Advances in engineering and health science have brought a significant improvement in health care and increased life expectancy. As a result, there has been a substantial growth in the number of older adults around the globe, and that number is rising. According to a United Nations report, between 2015 and 2030, the number of adults over the age of 60 is projected to grow by 56%, with the total reaching nearly 2.1 billion by the year 2050 [1]. Because of this, the cost of traditional health care continues to grow proportionally. Additionally, a significant portion of the elderly have multiple, simultaneous chronic conditions and require specialized geriatric care. However, the required number of geriatricians to provide essential care for the existing population is four times lower than the actual number of practitioners, and the demand-supply gap continues to grow [2]. All of these factors have created new challenges in providing suitable and affordable care for the elderly to live independently, more commonly known as aging in place.
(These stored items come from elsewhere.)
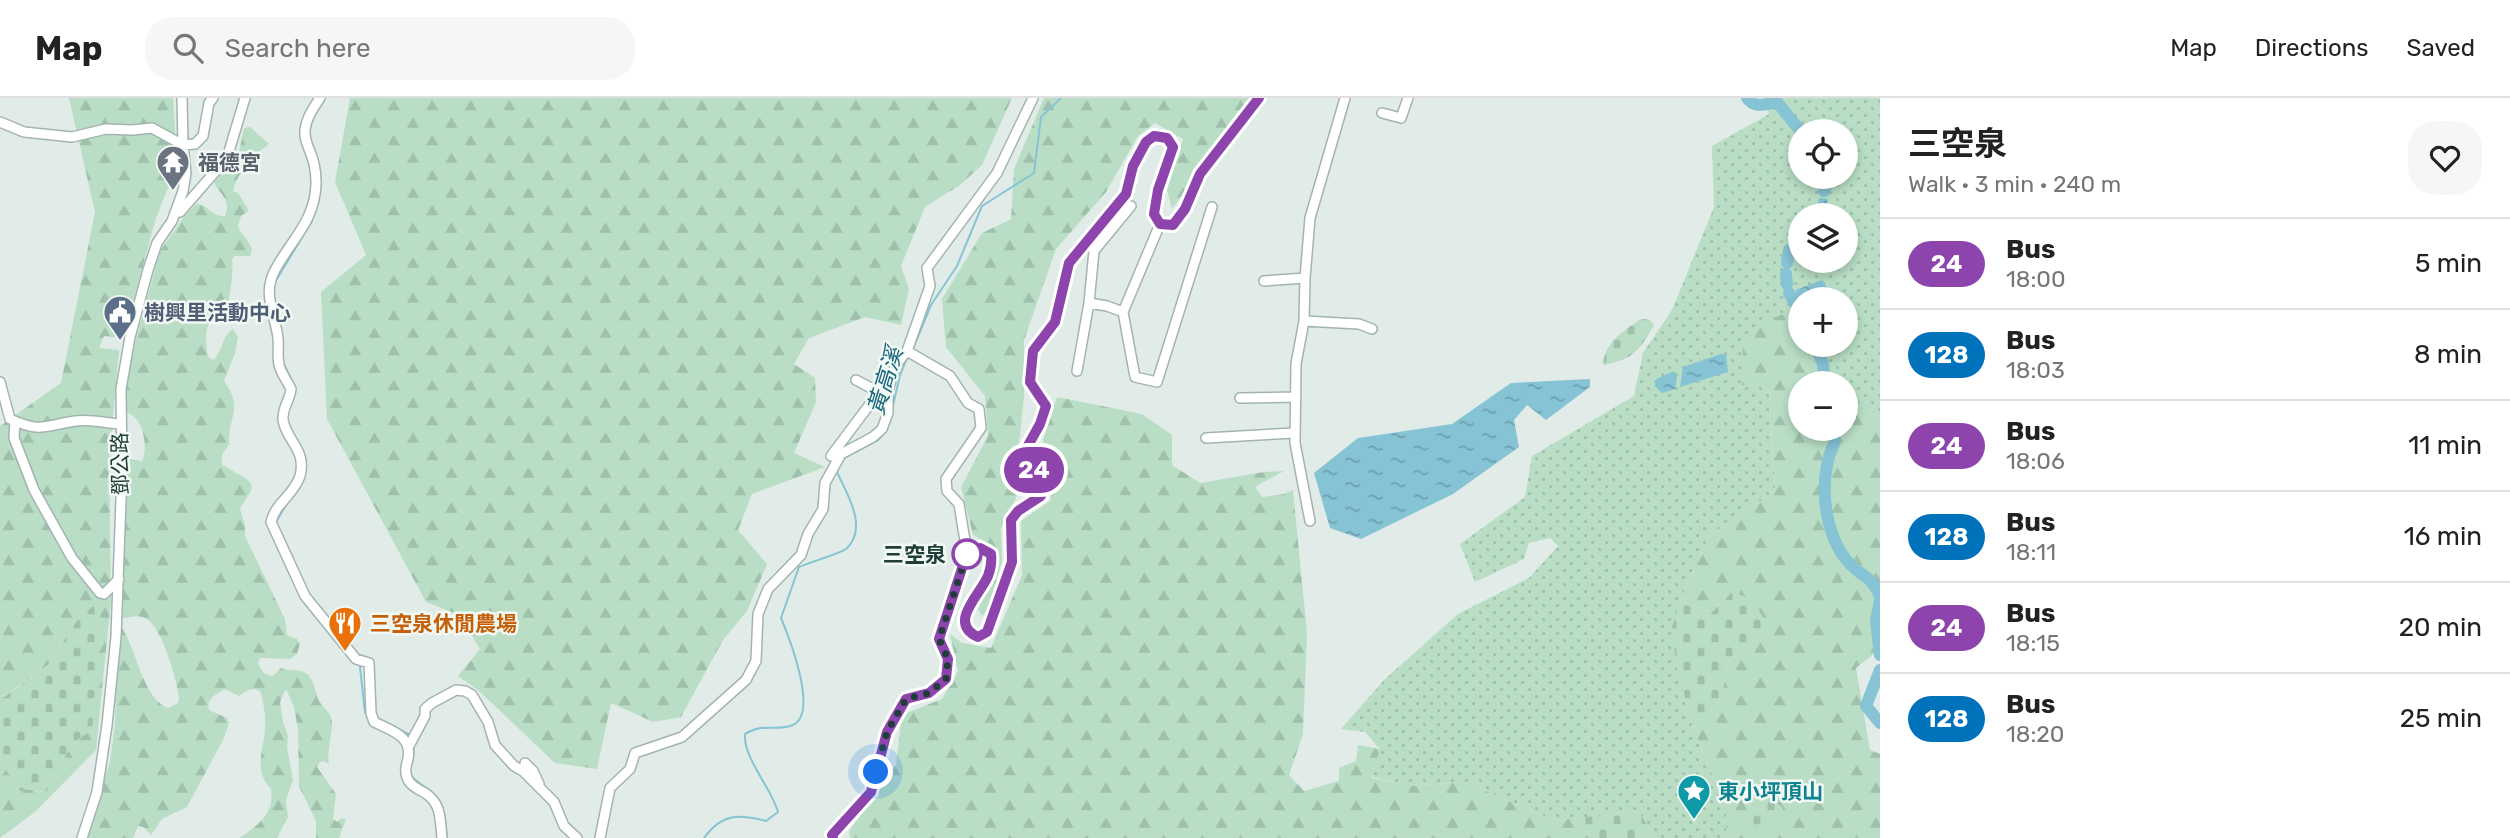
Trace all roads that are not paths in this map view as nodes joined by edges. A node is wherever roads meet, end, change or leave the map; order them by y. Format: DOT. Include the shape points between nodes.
graph roads {
  1 [pos="182,98"];
  2 [pos="213,98"];
  3 [pos="245,98"];
  4 [pos="320,98"];
  5 [pos="1033,98"];
  6 [pos="1259,98"];
  7 [pos="1345,98"];
  8 [pos="1408,98"];
  9 [pos="1382,113"];
  10 [pos="0,122"];
  11 [pos="183,145"];
  12 [pos="1131,206"];
  13 [pos="1212,207"];
  14 [pos="172,221"];
  15 [pos="1160,224"];
  16 [pos="1305,278"];
  17 [pos="1264,281"];
  18 [pos="1088,303"];
  19 [pos="1123,312"];
  20 [pos="1304,321"];
  21 [pos="1372,329"];
  22 [pos="907,351"];
  23 [pos="1077,371"];
  24 [pos="856,380"];
  25 [pos="0,382"];
  26 [pos="888,391"];
  27 [pos="1296,397"];
  28 [pos="1240,398"];
  29 [pos="8,419"];
  30 [pos="120,424"];
  31 [pos="1294,433"];
  32 [pos="1206,438"];
  33 [pos="831,456"];
  34 [pos="1311,521"];
  35 [pos="967,553"];
  36 [pos="119,579"];
  37 [pos="409,747"];
  38 [pos="524,763"];
  39 [pos="542,791"];
  40 [pos="82,838"];
  41 [pos="442,838"];
  42 [pos="577,838"];
  43 [pos="600,838"];
  44 [pos="834,838"];
  1 -- 11 [label="street, 鄧公路"];
  2 -- 11 [label="street" via="203,136 195,144"];
  3 -- 14 [label="street" via="227,158"];
  4 -- 37 [label="street" via="304,127 316,183 311,211 270,283 280,368 291,389 283,419 301,465 297,485 277,507 271,522 305,596 356,659 369,663 374,723 404,737"];
  5 -- 22 [label="street" via="997,173 927,268 930,286"];
  6 -- 15 [label="street" via="1200,174 1173,225"];
  7 -- 16 [label="street" via="1310,218"];
  8 -- 9 [label="street" via="1401,118"];
  10 -- 11 [label="street" via="24,132 72,137 106,129 152,128"];
  11 -- 14 [label="street, 鄧公路" via="186,173"];
  12 -- 18 [label="street" via="1094,251"];
  13 -- 19 [label="street" via="1157,382 1136,377"];
  14 -- 30 [label="street, 鄧公路" via="157,243 130,337"];
  15 -- 19 [label="street"];
  15 -- 35 [label="street" via="1154,214 1158,190 1173,147 1167,138 1154,136 1133,166 1126,194 1069,263 1055,322 1033,351 1030,382 1046,406 1025,451 1041,496 1011,520 1012,562 987,632 978,637 969,633 966,613 988,577 991,554 980,548"];
  16 -- 17 [label="street"];
  16 -- 20 [label="street"];
  18 -- 19 [label="street"];
  18 -- 23 [label="street"];
  20 -- 21 [label="street"];
  20 -- 27 [label="street"];
  22 -- 26 [label="street" via="895,366"];
  22 -- 35 [label="street" via="950,376 968,403 979,409 982,428 946,480 947,491 960,504"];
  24 -- 26 [label="street"];
  25 -- 29 [label="street"];
  26 -- 33 [label="street" via="870,404"];
  26 -- 43 [label="street" via="882,429 841,454 825,483 823,509 801,555 768,589 758,614 756,661 746,680 682,737 635,753 630,769 610,788"];
  27 -- 28 [label="street"];
  27 -- 31 [label="street"];
  29 -- 30 [label="street" via="44,429 77,421"];
  29 -- 36 [label="street" via="34,490 72,558 100,593"];
  30 -- 36 [label="street, 鄧公路"];
  31 -- 32 [label="street"];
  31 -- 34 [label="street"];
  35 -- 44 [label="street" via="939,639 948,659 946,679 929,693 906,699 887,732 871,792"];
  36 -- 40 [label="street, 鄧公路" via="107,725 97,792"];
  37 -- 39 [label="street" via="425,709 456,690 465,691 488,722 495,745"];
  37 -- 41 [label="street" via="407,778 432,798 440,811"];
  38 -- 39 [label="street"];
  39 -- 42 [label="street"];
}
Prioritizing proactive care

The driving goal is to keep individuals, especially the elderly, healthy at home through proactive care, while also facilitating remote reactive care when needed rather than requiring frequent visits to the doctor. Proactive care can minimize the physical and mental stress associated with regular hospitalization for the elderly and significantly reduce the financial burden for both patients and the health-care system. Both proactive and remote reactive care can be enabled through continuous, holistic monitoring of the user’s health status, daily activities, and behavioral patterns with multimodal sensors in a naturalistic environment. The simultaneous application of both proactive and reactive care, in turn, can promote the use of diagnostic testing to avoid adverse medical outcomes and alleviate the burden on the user as well as the health-care system. In this regard, homes equipped with sensors and smart systems, also known as smart homes, designed for the benefit of the aging residents will enable both short-term monitoring for remote reactive care (e.g., monitoring cardiac activity in response to newly prescribed medication) and long-term monitoring for proactive care (e.g., tracking adherence to prescribed exercise routines or suggesting lifestyle modifications based on observed behavioral trends of the user).

By using wearable and environmental sensors, wireless sensor networks, and sensing devices that can monitor critical health parameters, we will be able to gather physiological and behavioral data continuously. The key lies in building intelligent, efficient algorithms that can provide valuable insights from daily patterns, e.g., from the changes in a user’s gait patterns or eating habits. The new algorithms could also enable predictions of future irregularities, allowing us to turn these predictions into actionable information impacting the quality of life and care delivery, while offering opportunities for adaptive interventions and personalized medicine.